• Problem requirements: Word for word, reproduce all entries below, leaving every picture out.

• Records to process:
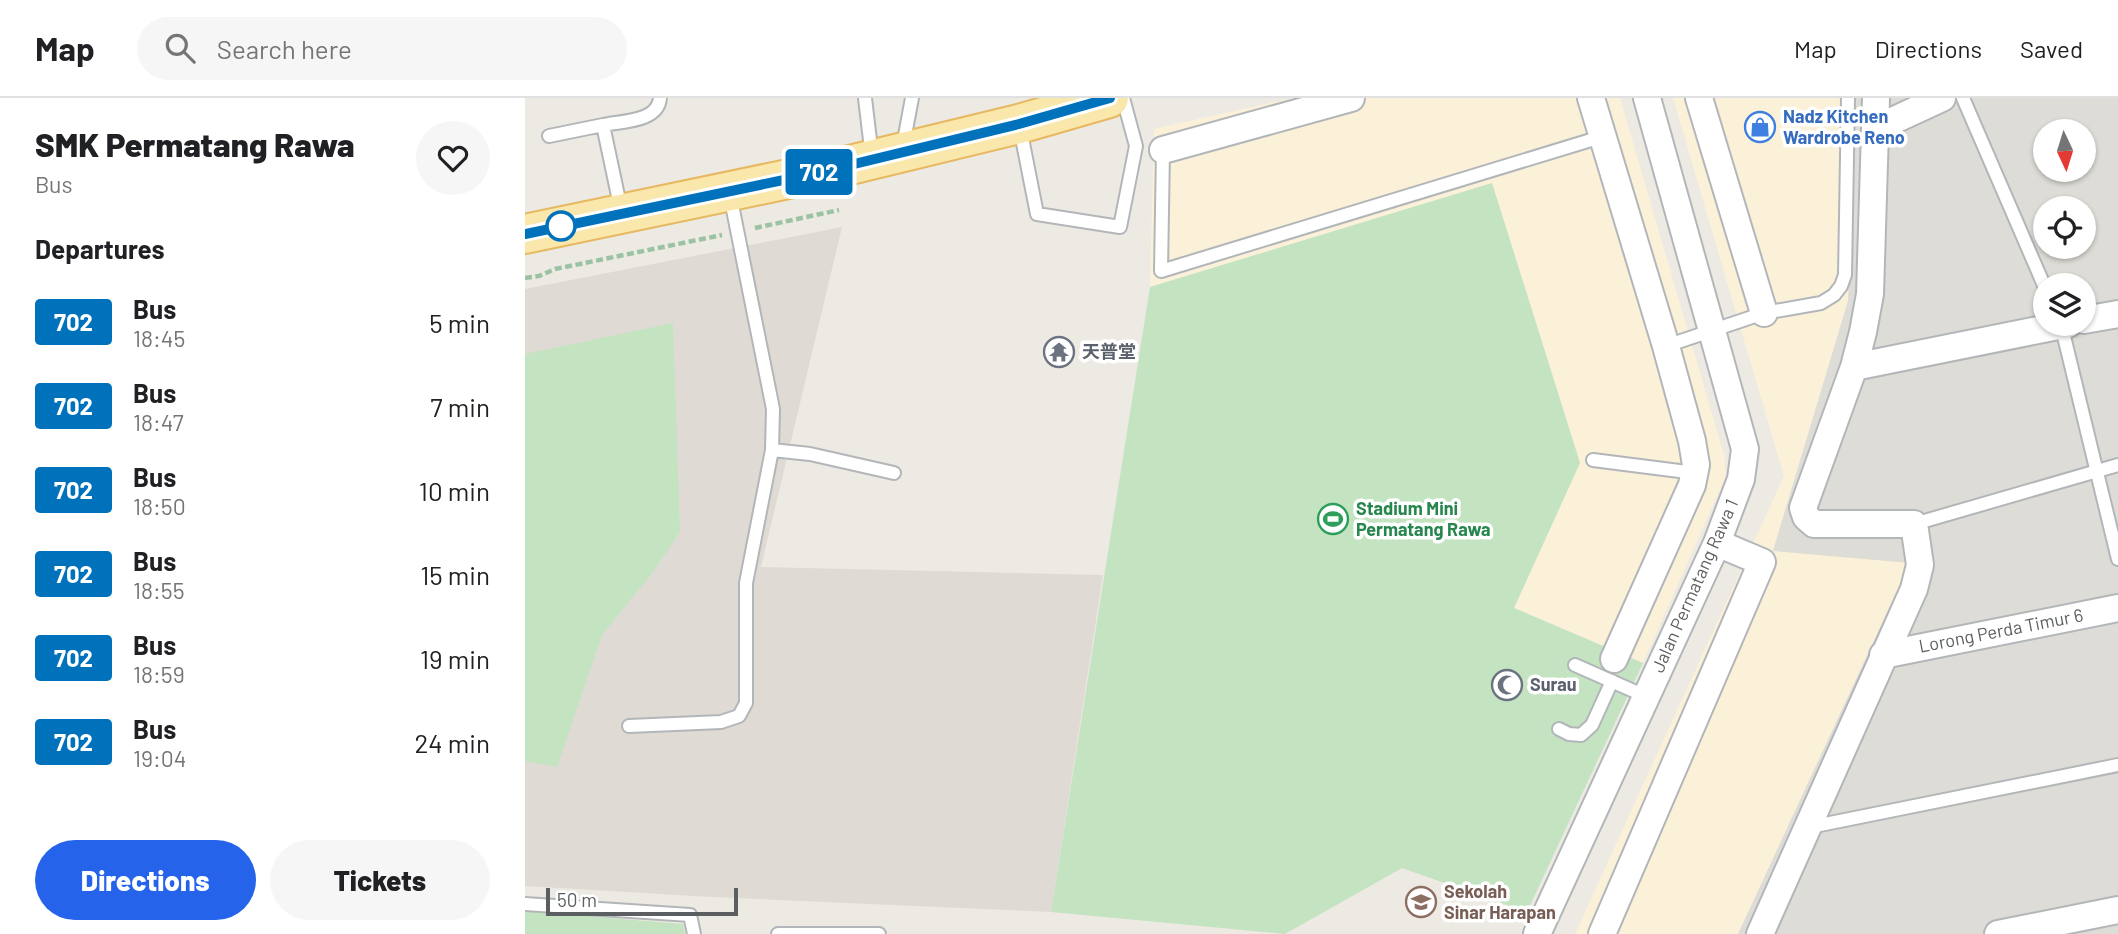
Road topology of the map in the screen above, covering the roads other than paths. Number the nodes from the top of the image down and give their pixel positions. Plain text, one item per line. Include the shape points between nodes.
1 (660, 98) edge
2 (865, 98) edge
3 (912, 98) edge
4 (1109, 98) edge
5 (1123, 98) edge
6 (1352, 98) edge
7 (1591, 98) edge
8 (1848, 98) edge
9 (1876, 98) edge
10 (1942, 98) edge
11 (1963, 98) edge
12 (1647, 99) edge
13 (1705, 99) edge
14 (1019, 124) junction
15 (603, 125) junction
16 (1875, 129) junction
17 (549, 136) dead end
18 (1601, 137) junction
19 (1163, 150) joint
20 (887, 156) junction
21 (730, 191) junction
22 (622, 214) junction
23 (525, 234) edge
24 (2039, 273) edge
25 (1764, 313) junction
26 (2118, 314) edge
27 (2096, 318) edge
28 (2033, 330) edge
29 (1711, 331) junction
30 (2070, 336) edge
31 (1666, 346) junction
32 (1854, 367) junction
33 (772, 450) junction
34 (1593, 460) dead end
35 (2118, 465) edge
36 (2096, 470) junction
37 (894, 473) dead end
38 (1695, 473) junction
39 (1914, 523) junction
40 (1717, 543) junction
41 (1661, 553) junction
42 (2118, 559) edge
43 (1702, 572) junction
44 (2118, 608) edge
45 (1883, 655) junction
46 (1575, 665) dead end
47 (1613, 670) junction
48 (1645, 696) junction
49 (629, 726) dead end
50 (1559, 729) dead end
51 (2118, 765) edge
52 (1810, 827) junction
53 (525, 904) edge
54 (2118, 910) edge
55 (694, 934) edge
56 (778, 934) edge
57 (879, 934) edge
58 (1537, 934) edge
59 (1602, 934) edge
60 (1760, 934) edge
61 (1998, 934) edge

1 - 15 lane via 652,115
2 - 20 lane
3 - 20 lane
4 - 14 main road
5 - 14 lane via 1136,146 1120,227 1037,214
6 - 19 street
7 - 18 street
8 - 25 lane via 1845,275 1841,286 1821,303
9 - 16 street
10 - 16 street
11 - 24 lane
12 - 29 street, Jalan Permatang Rawa 1
13 - 25 street
14 - 20 main road
15 - 17 lane
15 - 22 lane
16 - 32 street via 1870,294
18 - 19 lane via 1161,271
18 - 31 street
20 - 21 main road
21 - 22 main road
21 - 33 lane via 773,409
22 - 23 main road
25 - 29 lane
26 - 27 street
28 - 32 street
29 - 31 lane
29 - 40 street, Jalan Permatang Rawa 1 via 1745,449 1741,479
30 - 36 lane
31 - 38 street via 1692,441
32 - 39 street via 1803,508 1806,517 1814,524
33 - 37 lane
33 - 49 lane via 746,583 746,704 739,716 721,722
34 - 38 lane
35 - 36 lane
36 - 39 lane
36 - 42 lane
38 - 41 street
39 - 45 street via 1920,565 1914,589
40 - 43 street, Jalan Permatang Rawa 1
40 - 59 street via 1762,562
41 - 43 street
41 - 47 street
43 - 48 street, Jalan Permatang Rawa 1
44 - 45 street, Lorong Perda Timur 6
45 - 52 street
46 - 47 lane
47 - 48 lane
47 - 50 lane via 1592,725 1581,735
48 - 58 street, Jalan Permatang Rawa 1
51 - 52 lane
52 - 60 street
53 - 55 lane via 690,915
54 - 61 street
56 - 57 lane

• Solution below:
Road topology of the map in the screen above, covering the roads other than paths. Number the nodes from the top of the image down and give their pixel positions. Plain text, one item per line. Include the shape points between nodes.
1 (660, 98) edge
2 (865, 98) edge
3 (912, 98) edge
4 (1109, 98) edge
5 (1123, 98) edge
6 (1352, 98) edge
7 (1591, 98) edge
8 (1848, 98) edge
9 (1876, 98) edge
10 (1942, 98) edge
11 (1963, 98) edge
12 (1647, 99) edge
13 (1705, 99) edge
14 (1019, 124) junction
15 (603, 125) junction
16 (1875, 129) junction
17 (549, 136) dead end
18 (1601, 137) junction
19 (1163, 150) joint
20 (887, 156) junction
21 (730, 191) junction
22 (622, 214) junction
23 (525, 234) edge
24 (2039, 273) edge
25 (1764, 313) junction
26 (2118, 314) edge
27 (2096, 318) edge
28 (2033, 330) edge
29 (1711, 331) junction
30 (2070, 336) edge
31 (1666, 346) junction
32 (1854, 367) junction
33 (772, 450) junction
34 (1593, 460) dead end
35 (2118, 465) edge
36 (2096, 470) junction
37 (894, 473) dead end
38 (1695, 473) junction
39 (1914, 523) junction
40 (1717, 543) junction
41 (1661, 553) junction
42 (2118, 559) edge
43 (1702, 572) junction
44 (2118, 608) edge
45 (1883, 655) junction
46 (1575, 665) dead end
47 (1613, 670) junction
48 (1645, 696) junction
49 (629, 726) dead end
50 (1559, 729) dead end
51 (2118, 765) edge
52 (1810, 827) junction
53 (525, 904) edge
54 (2118, 910) edge
55 (694, 934) edge
56 (778, 934) edge
57 (879, 934) edge
58 (1537, 934) edge
59 (1602, 934) edge
60 (1760, 934) edge
61 (1998, 934) edge

1 - 15 lane via 652,115
2 - 20 lane
3 - 20 lane
4 - 14 main road
5 - 14 lane via 1136,146 1120,227 1037,214
6 - 19 street
7 - 18 street
8 - 25 lane via 1845,275 1841,286 1821,303
9 - 16 street
10 - 16 street
11 - 24 lane
12 - 29 street, Jalan Permatang Rawa 1
13 - 25 street
14 - 20 main road
15 - 17 lane
15 - 22 lane
16 - 32 street via 1870,294
18 - 19 lane via 1161,271
18 - 31 street
20 - 21 main road
21 - 22 main road
21 - 33 lane via 773,409
22 - 23 main road
25 - 29 lane
26 - 27 street
28 - 32 street
29 - 31 lane
29 - 40 street, Jalan Permatang Rawa 1 via 1745,449 1741,479
30 - 36 lane
31 - 38 street via 1692,441
32 - 39 street via 1803,508 1806,517 1814,524
33 - 37 lane
33 - 49 lane via 746,583 746,704 739,716 721,722
34 - 38 lane
35 - 36 lane
36 - 39 lane
36 - 42 lane
38 - 41 street
39 - 45 street via 1920,565 1914,589
40 - 43 street, Jalan Permatang Rawa 1
40 - 59 street via 1762,562
41 - 43 street
41 - 47 street
43 - 48 street, Jalan Permatang Rawa 1
44 - 45 street, Lorong Perda Timur 6
45 - 52 street
46 - 47 lane
47 - 48 lane
47 - 50 lane via 1592,725 1581,735
48 - 58 street, Jalan Permatang Rawa 1
51 - 52 lane
52 - 60 street
53 - 55 lane via 690,915
54 - 61 street
56 - 57 lane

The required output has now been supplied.